Faust chose his words with care; if his guess was right, this could be a sensitive subject. “A few days ago, you told me how you were injured and captured in nineteen-fifteen.”
“Yes.”
“You said you were a major then.”
Only a slight stiffening of his shoulders and thinning of his lips escaped Stoner’s iron control. But they sufficiently illustrated lingering anger. “Yes.”
Twenty-five years without a single promotion. No army treated so capable an officer in such a manner without a reason. A small hollow space formed inside Faust. “Do you believe it was being taken prisoner that interrupted your career?”
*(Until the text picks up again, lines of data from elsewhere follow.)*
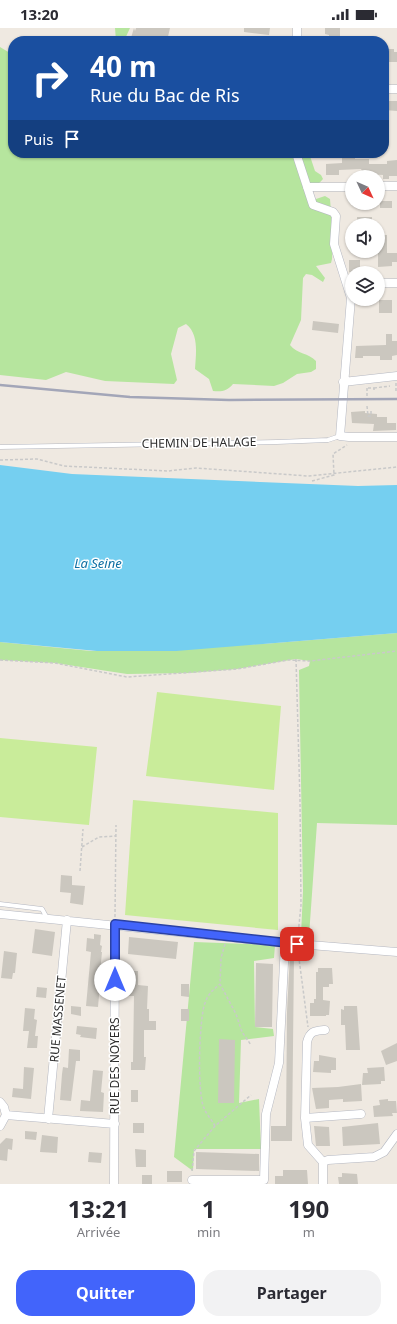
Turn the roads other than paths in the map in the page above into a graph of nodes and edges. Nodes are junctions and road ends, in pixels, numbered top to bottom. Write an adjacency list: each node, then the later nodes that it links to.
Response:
1 (298, 158): 4 (street)
2 (385, 186): 3 (street)
3 (397, 186)
4 (307, 187): 5 (street); 6 (street)
5 (345, 187)
6 (345, 273)
7 (385, 283): 8 (street)
8 (397, 283)
9 (351, 306): 11 (street)
10 (397, 376): 11 (street)
11 (343, 382): 12 (street)
12 (340, 436): 13 (street, CHEMIN DE HALAGE); 14 (lane, CHEMIN DE HALAGE)
13 (397, 437)
14 (0, 447)
15 (0, 904): 17 (lane)
16 (0, 914): 17 (street)
17 (47, 918): 18 (street)
18 (67, 920): 19 (street); 27 (street, RUE MASSENET)
19 (115, 924): 20 (street); 28 (street, RUE DES NOYERS)
20 (285, 943): 21 (street); 32 (street)
21 (397, 952)
22 (325, 1030): 26 (street)
23 (0, 1102): 25 (street)
24 (361, 1114): 26 (street)
25 (6, 1116): 27 (street); 29 (street)
26 (305, 1118): 31 (street)
27 (48, 1119): 28 (street)
28 (115, 1124): 33 (street, RUE DES NOYERS)
29 (0, 1126)
30 (397, 1134): 31 (street)
31 (323, 1162): 34 (street)
32 (192, 1180)
33 (114, 1184)
34 (323, 1184)

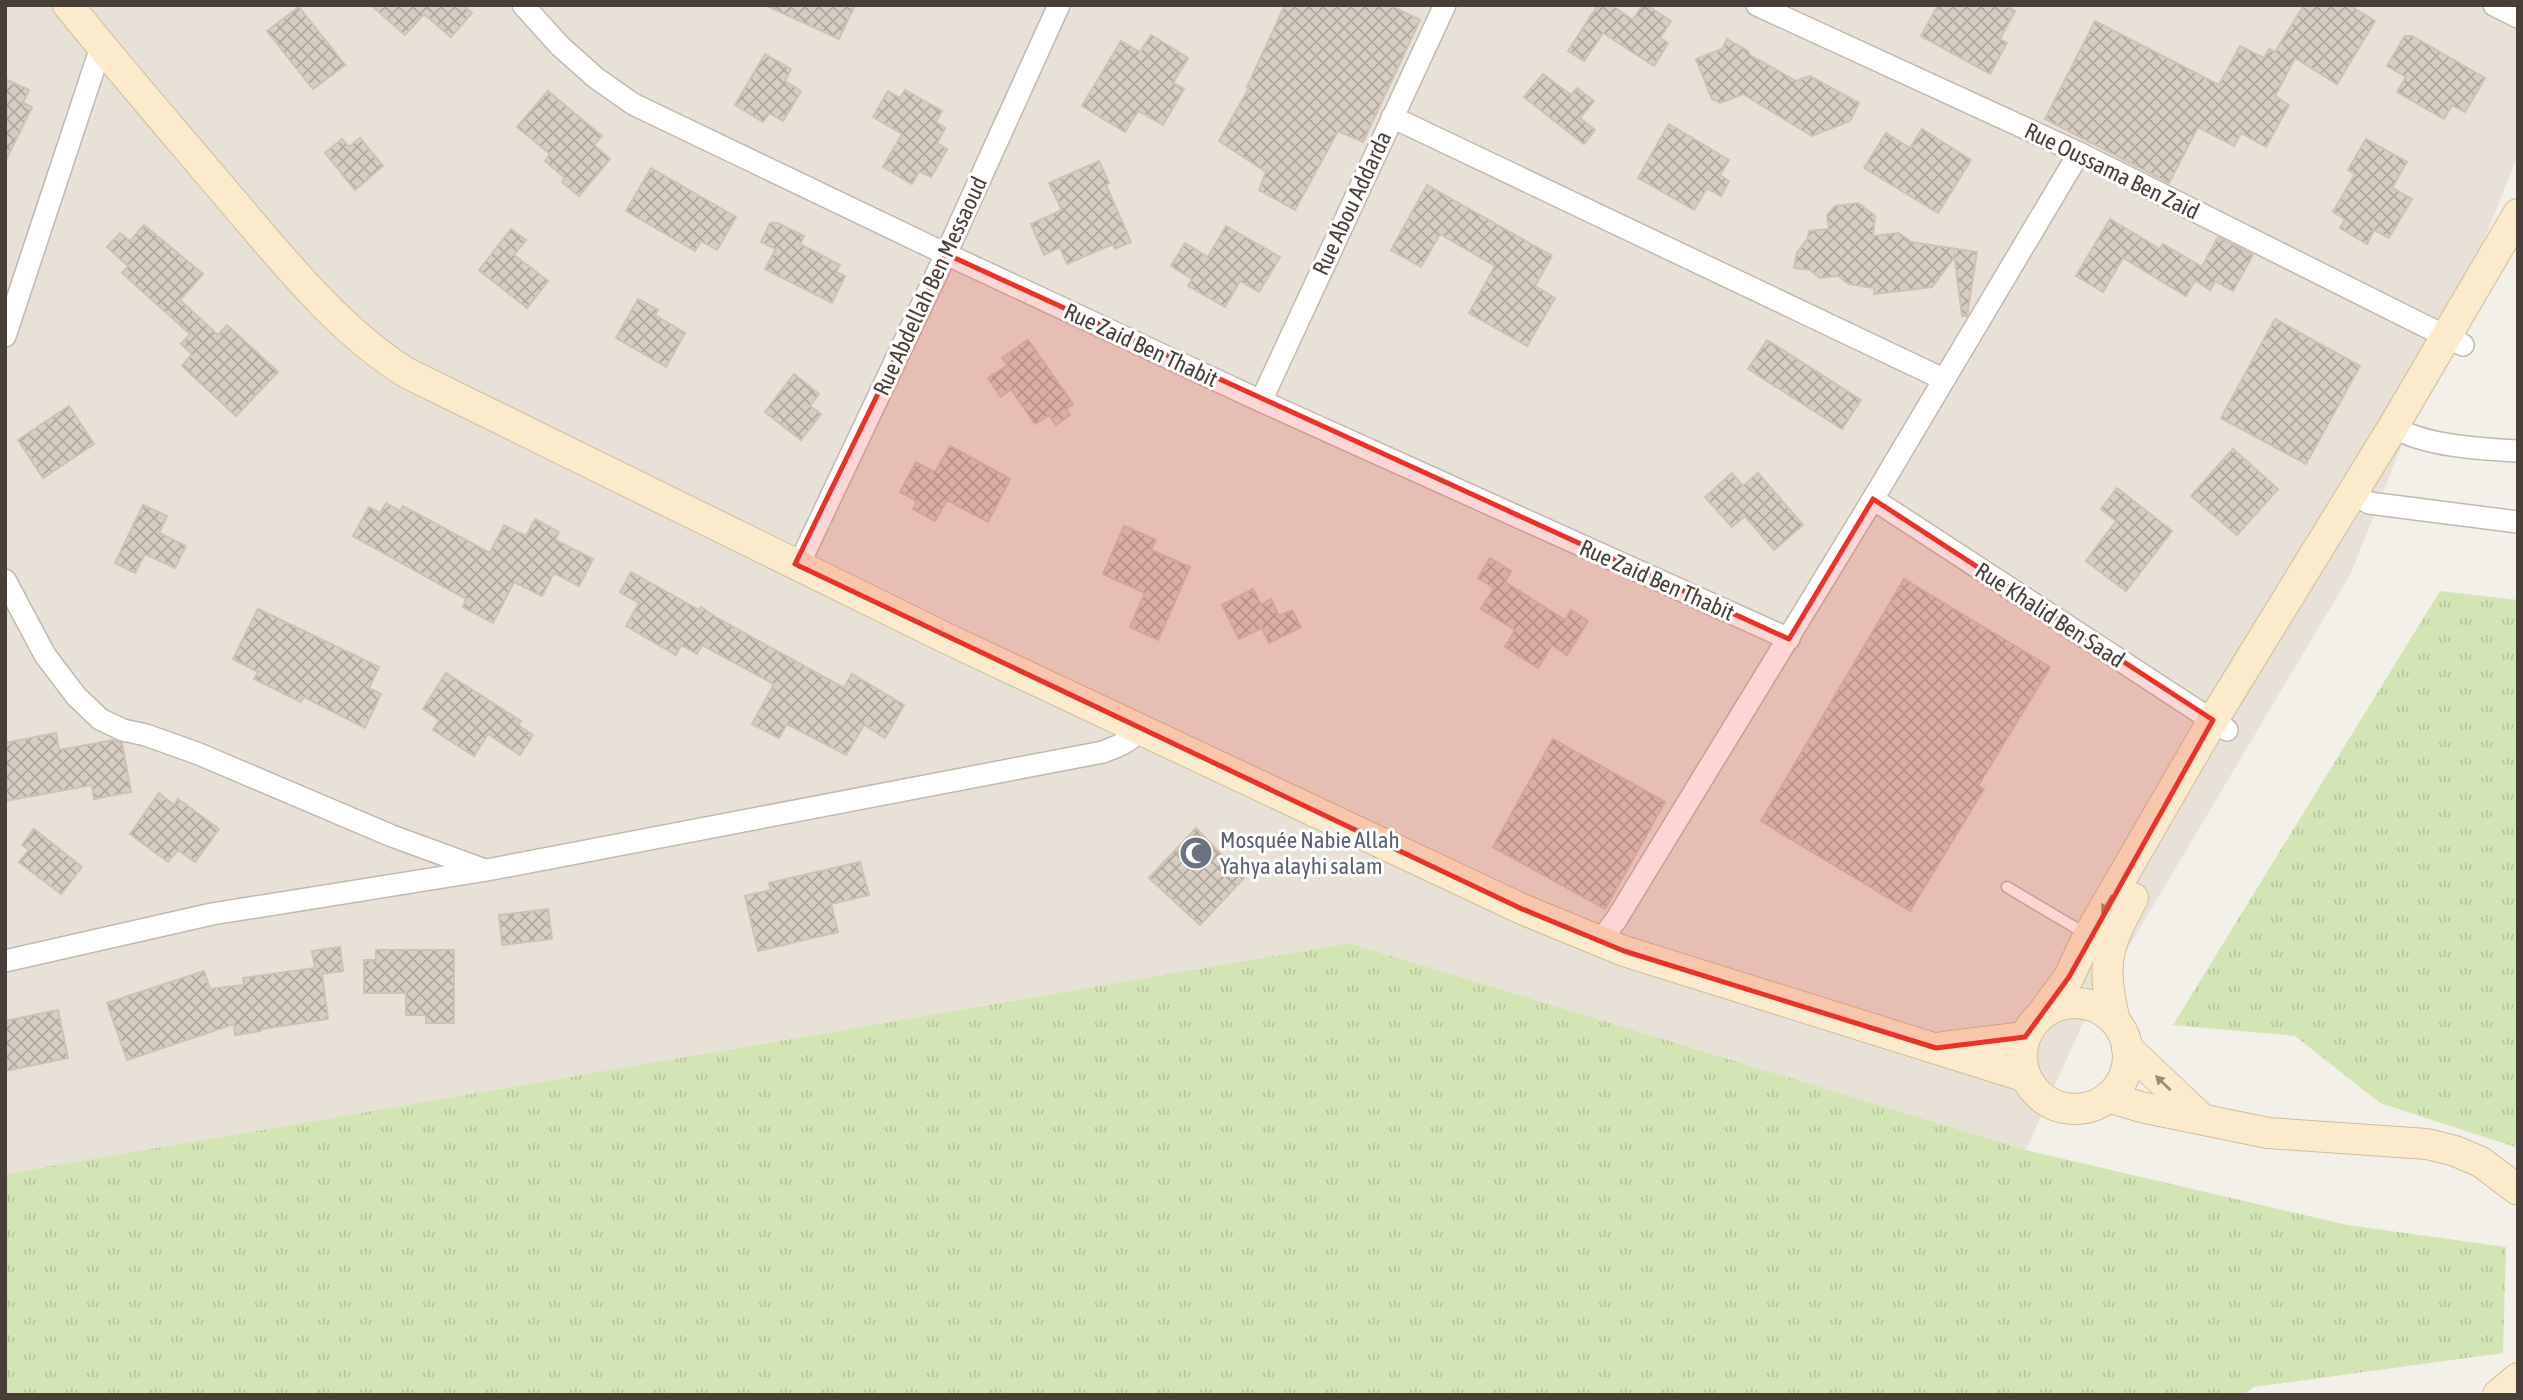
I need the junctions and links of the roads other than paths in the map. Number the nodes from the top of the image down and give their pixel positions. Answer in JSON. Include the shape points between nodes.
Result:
{"nodes":[{"id":1,"x":68,"y":5,"type":"edge"},
{"id":2,"x":523,"y":5,"type":"edge"},
{"id":3,"x":1059,"y":5,"type":"edge"},
{"id":4,"x":1444,"y":5,"type":"edge"},
{"id":5,"x":1757,"y":5,"type":"edge"},
{"id":6,"x":2494,"y":5,"type":"edge"},
{"id":7,"x":2518,"y":17,"type":"edge"},
{"id":8,"x":102,"y":47,"type":"junction"},
{"id":9,"x":1392,"y":117,"type":"junction"},
{"id":10,"x":2079,"y":153,"type":"junction"},
{"id":11,"x":2518,"y":214,"type":"edge"},
{"id":12,"x":946,"y":254,"type":"junction"},
{"id":13,"x":2518,"y":254,"type":"edge"},
{"id":14,"x":5,"y":336,"type":"edge"},
{"id":15,"x":2455,"y":340,"type":"junction"},
{"id":16,"x":1943,"y":379,"type":"junction"},
{"id":17,"x":1261,"y":401,"type":"junction"},
{"id":18,"x":2401,"y":432,"type":"junction"},
{"id":19,"x":2518,"y":451,"type":"edge"},
{"id":20,"x":2360,"y":498,"type":"junction"},
{"id":21,"x":1873,"y":499,"type":"junction"},
{"id":22,"x":2518,"y":522,"type":"edge"},
{"id":23,"x":795,"y":564,"type":"junction"},
{"id":24,"x":5,"y":580,"type":"edge"},
{"id":25,"x":1789,"y":639,"type":"junction"},
{"id":26,"x":2220,"y":725,"type":"junction"},
{"id":27,"x":1139,"y":728,"type":"junction"},
{"id":28,"x":487,"y":870,"type":"junction"},
{"id":29,"x":2007,"y":887,"type":"dead end"},
{"id":30,"x":2088,"y":936,"type":"junction"},
{"id":31,"x":1599,"y":942,"type":"junction"},
{"id":32,"x":5,"y":961,"type":"edge"},
{"id":33,"x":2115,"y":1021,"type":"junction"},
{"id":34,"x":2033,"y":1026,"type":"junction"},
{"id":35,"x":1936,"y":1048,"type":"junction"},
{"id":36,"x":2126,"y":1048,"type":"junction"},
{"id":37,"x":2026,"y":1077,"type":"junction"},
{"id":38,"x":2108,"y":1097,"type":"junction"},
{"id":39,"x":2201,"y":1118,"type":"junction"},
{"id":40,"x":2518,"y":1190,"type":"edge"},
{"id":41,"x":2518,"y":1378,"type":"edge"},
{"id":42,"x":2498,"y":1395,"type":"edge"}],
"edges":[{"from":1,"to":8,"type":"street"},
{"from":2,"to":12,"type":"street","name":"Rue Zaid Ben Thabit","via":[[560,46],[634,104]]},
{"from":3,"to":12,"type":"street","name":"Rue Abdellah Ben Messaoud"},
{"from":4,"to":9,"type":"street","name":"Rue Abou Addarda"},
{"from":5,"to":10,"type":"street","name":"Rue Oussama Ben Zaid"},
{"from":6,"to":7,"type":"street"},
{"from":8,"to":14,"type":"street"},
{"from":8,"to":23,"type":"street","via":[[256,228],[368,347],[427,384]]},
{"from":9,"to":16,"type":"street"},
{"from":9,"to":17,"type":"street","name":"Rue Abou Addarda"},
{"from":10,"to":15,"type":"street","name":"Rue Oussama Ben Zaid"},
{"from":10,"to":16,"type":"street"},
{"from":11,"to":15,"type":"street"},
{"from":12,"to":17,"type":"street","name":"Rue Zaid Ben Thabit"},
{"from":12,"to":23,"type":"street","name":"Rue Abdellah Ben Messaoud","via":[[801,560]]},
{"from":13,"to":15,"type":"street"},
{"from":15,"to":18,"type":"street"},
{"from":16,"to":21,"type":"street"},
{"from":17,"to":25,"type":"street","name":"Rue Zaid Ben Thabit"},
{"from":18,"to":19,"type":"street","via":[[2483,449]]},
{"from":18,"to":20,"type":"street"},
{"from":20,"to":22,"type":"street"},
{"from":20,"to":26,"type":"street"},
{"from":21,"to":25,"type":"street"},
{"from":21,"to":26,"type":"street","name":"Rue Khalid Ben Saad"},
{"from":23,"to":27,"type":"street"},
{"from":24,"to":28,"type":"street","via":[[45,655],[100,719]]},
{"from":25,"to":31,"type":"street"},
{"from":26,"to":30,"type":"street","one_way":true},
{"from":26,"to":33,"type":"street","via":[[2113,933],[2107,989]]},
{"from":27,"to":28,"type":"street","via":[[1135,736],[1104,752]]},
{"from":27,"to":31,"type":"street"},
{"from":28,"to":32,"type":"street","via":[[212,914]]},
{"from":29,"to":30,"type":"lane"},
{"from":30,"to":34,"type":"street","via":[[2069,977]]},
{"from":31,"to":35,"type":"street"},
{"from":33,"to":34,"type":"street","via":[[2094,1006],[2066,1003]]},
{"from":33,"to":36,"type":"street"},
{"from":34,"to":35,"type":"street"},
{"from":34,"to":37,"type":"street","via":[[2022,1064]]},
{"from":35,"to":37,"type":"street"},
{"from":36,"to":38,"type":"street","via":[[2125,1075]]},
{"from":39,"to":36,"type":"street","one_way":true},
{"from":37,"to":38,"type":"street","via":[[2043,1099],[2058,1106],[2083,1109]]},
{"from":38,"to":39,"type":"street"},
{"from":39,"to":40,"type":"street","via":[[2268,1133],[2427,1144],[2482,1163]]},
{"from":41,"to":42,"type":"street"}]}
For a moment longer Stoner held his gaze, his expression taut and forbidding. Then the old man glanced aside. The tension within the sitting room, b
uilt to a pitch during Clarke’s visit, shattered at his sigh. Without speaking, he gestured to the wingback chair, waiting until Faust resumed his seat before sitting himself. His eyes remained grave, but his shoulders and face relaxed.
“Remember, Herr Major, the military was never intended as my career.” Stoner entwined his fingers and leaned his elbows on the desktop, like a professor lecturing a pupil. Again Faust warmed to the old man. “However, to answer what I believe to be your true question, when I returned from captivity in late nineteen-seventeen, I was not reassigned to my unit but transferred sideways to a service position of equal responsibility.”
For a field officer, it was a good working definition of one of Dante’s outer circles. The tiny vacuum within Faust expanded. “You mean an administrative position.”
“Training.” The correction was gentle. “I learned it was official governmental policy that if an officer had once been captured and successfully escaped, he would not be returned to front-line duty as a protection against possible recapture.”
There it was, the retaliation issue again. Faust scowled at the fireplace, but paused when his gaze crossed that manila folder on the corner of the desk. It seemed out of place, set casually and temptingly near. It had to be part of the old warrior’s counterattack-to-be and no way he’d oblige.
Perhaps Stoner misinterpreted his silence, for he leaned onto the blotter. “I do not pretend to know whether such a policy exists within the German Army. My experience cannot necessarily be compared with your own.”
Faust glanced up, surprised. Stoner’s earnest expression didn't contradict his gentle eyes. It was one of those honest statements which transcended their desktop battlefield, and as such could only be meant to reassure him.
“Thank you. That’s kind.” Clarke’s cigarettes were at his elbow and Faust nearly reached for them. No, he’d suffered through life sans nicotine and he refused to blow through this second pack of relief so quickly. Instead he drew a deep breath and prepared for combat without the crutch. “Well, where do we go from here?”